While the position of the British Government is clear on the issue -
that the evidence is not sufficiently unequivocal to persuade us that
these events should be categorised as genocide as defined by the 1948 UN
Convention on Genocide - the attempt to present some British documents,
particularly the infamous Blue Book, as they are confirming "genocide"
is a typical example of the Armenian way of misleading the international
community.
The following quotation from Arnold Toynbee, British historian and
co-author of the Blue Book, which is claimed to "leave no doubt about
what was taking place", clearly shows the extent of Armenian false
propaganda and how they come up with fabricated evidence:
".Yet at the very time when the agreement (Sykes-Picot Agreement) was
being made, I was being employed by His Majesty's Government in a 'Blue
Book', which was duly published and distributed as war propaganda. The
French Government made use of the Armenians in a different way.
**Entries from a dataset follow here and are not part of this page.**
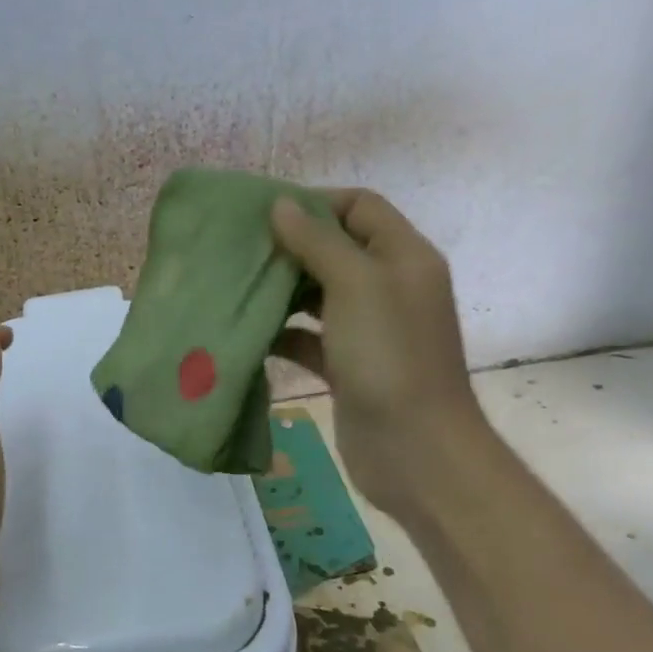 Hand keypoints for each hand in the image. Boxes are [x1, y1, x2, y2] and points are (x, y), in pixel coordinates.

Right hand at [270, 190, 485, 507]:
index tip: (265, 214)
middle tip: (242, 250)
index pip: (360, 207)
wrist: (415, 449)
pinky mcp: (349, 366)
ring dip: (283, 290)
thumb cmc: (389, 356)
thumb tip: (281, 206)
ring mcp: (370, 329)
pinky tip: (251, 333)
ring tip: (237, 286)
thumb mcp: (356, 285)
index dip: (315, 202)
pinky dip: (284, 333)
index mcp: (403, 257)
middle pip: (337, 249)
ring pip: (320, 295)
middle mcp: (389, 287)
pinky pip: (311, 338)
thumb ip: (317, 242)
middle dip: (292, 246) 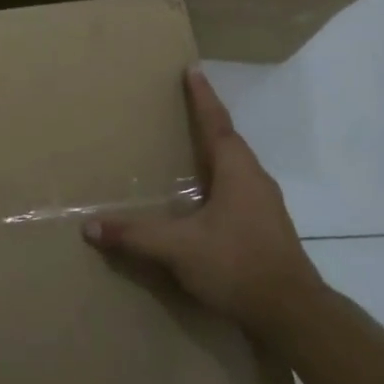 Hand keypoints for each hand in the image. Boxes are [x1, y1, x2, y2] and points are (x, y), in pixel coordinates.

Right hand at [83, 67, 322, 332]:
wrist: (293, 313)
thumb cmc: (237, 265)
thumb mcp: (179, 249)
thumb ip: (135, 236)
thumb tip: (89, 227)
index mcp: (238, 171)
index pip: (216, 124)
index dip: (202, 97)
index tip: (193, 70)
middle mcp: (255, 180)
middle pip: (229, 141)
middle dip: (207, 122)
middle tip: (184, 107)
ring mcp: (265, 206)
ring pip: (236, 168)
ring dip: (214, 154)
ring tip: (190, 151)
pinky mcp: (266, 229)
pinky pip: (238, 192)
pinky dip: (219, 183)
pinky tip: (204, 202) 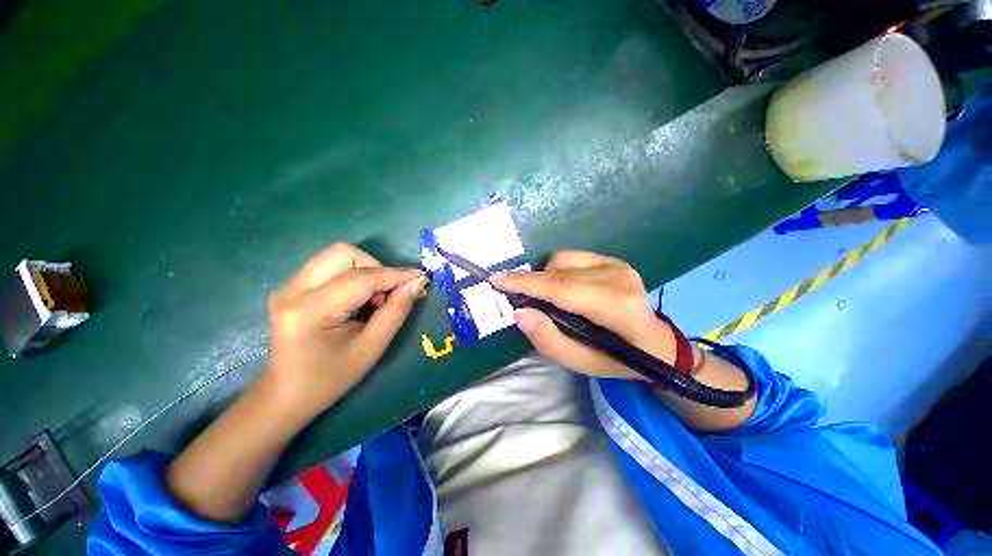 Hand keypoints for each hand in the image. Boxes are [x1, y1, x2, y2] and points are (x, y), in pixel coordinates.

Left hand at [263, 242, 426, 420]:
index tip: (421, 277)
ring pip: (337, 255)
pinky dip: (354, 275)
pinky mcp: (291, 287)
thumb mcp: (371, 348)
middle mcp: (292, 290)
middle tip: (387, 295)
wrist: (285, 395)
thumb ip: (396, 311)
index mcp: (310, 311)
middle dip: (376, 267)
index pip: (361, 278)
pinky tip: (358, 299)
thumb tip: (417, 282)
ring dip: (366, 270)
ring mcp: (288, 286)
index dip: (396, 274)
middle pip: (344, 253)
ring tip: (373, 298)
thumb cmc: (330, 378)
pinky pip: (330, 266)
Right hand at [490, 251, 676, 380]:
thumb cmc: (618, 359)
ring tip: (553, 301)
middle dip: (533, 284)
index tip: (497, 280)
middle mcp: (618, 277)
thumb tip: (520, 312)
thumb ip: (549, 340)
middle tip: (528, 304)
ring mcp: (617, 264)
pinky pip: (571, 257)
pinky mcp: (614, 259)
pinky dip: (559, 272)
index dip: (526, 283)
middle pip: (558, 271)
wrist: (656, 343)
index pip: (561, 289)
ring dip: (547, 278)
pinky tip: (567, 289)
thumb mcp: (582, 363)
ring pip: (561, 259)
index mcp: (615, 307) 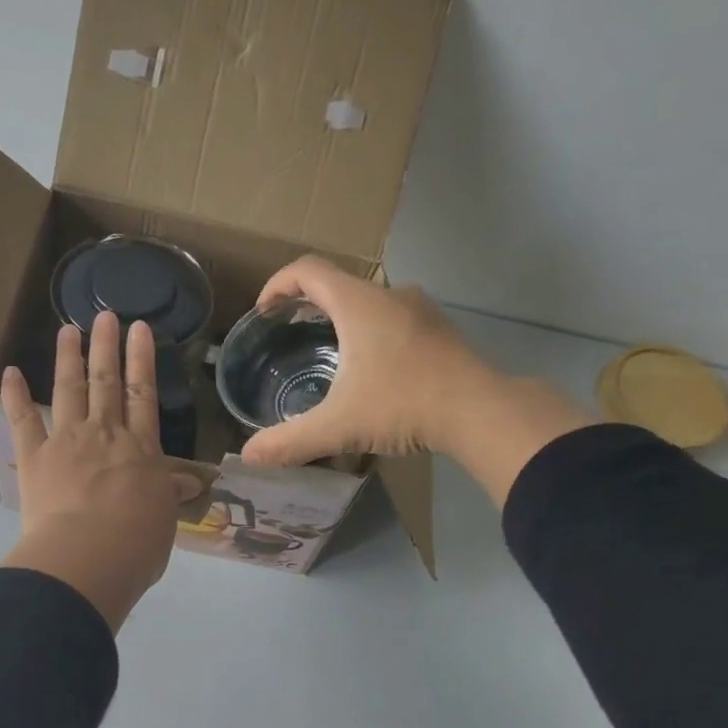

They
promised to erect an autonomous Armenian state, under their aegis, in
the Cilician part of their Anatolian Zone and the promise brought them
several thousand Armenian volunteers, most of whom were enrolled in the
Legion d'Orient and served for the rest of the War" (Toynbee, Arnold J.,
The Western Question in Greece and Turkey, Howard Fertig, Inc. Edition,
New York, 1970).
Hovhannes Katchaznouni's (The First Prime Minister of the independent
Armenian Republic) remarks in his report entitled "Dashnagtzoutiun Has
Nothing To Do Anymore" submitted to the 1923 Dashnagtzoutiun Party
Convention, gives an idea about the truth:
".Are we not capable of doing in the Soviet Armenia what we did in the
Turkish Armenia, for tens of years? We certainly are. We might establish
a base in the Iranian Qaradağ and send people and arms to the other
side of Araxe, (just as we did in Salmas once). We might establish the
necessary secret relations and armed "humbas" in the Sunik and
Dereleghez mountains just as we did in the Sasun mountains and the
Chataq stream (in eastern Turkey). We might provoke the peasants in some
far off regions to rise and then we might expel the communists there or
destroy them. Later we might create great commotion even in Yerevan and
occupy a state building at least for a few hours just as we occupied the
Ottoman Bank or we might explode any building. We could plan
assassinations and execute them just as we killed the officials of the
Tsar and the Sultan.; in the same way, just as we did to Sultan
Abdülhamid, we could plant a bomb under Myasnikov's or Lukashin's feet.
..when we created a great hubbub in Turkey, we thought we would attract
the attention of the great powers to the Armenian cause and would force
them to mediate for us, but now we know what such mediation is worth and
do not need to repeat such endeavours."
After the World War I, the Armenian allegations were investigated
between 1919-1922 as part of a legal process against the Ottoman
Officials. 144 high ranking officials were accused of "massacres" and
deported for trial by Britain to the island of Malta. The information
which led to the trial was mainly given by the local Armenians and the
Armenian Patriarchate. While the deportees were interned on Malta, the
British occupation forces in Istanbul, with absolute power and
authority, looked everywhere to find evidence in order to incriminate
the deportees. At the conclusion of the investigation, no evidence was
found that could corroborate the Armenian claims.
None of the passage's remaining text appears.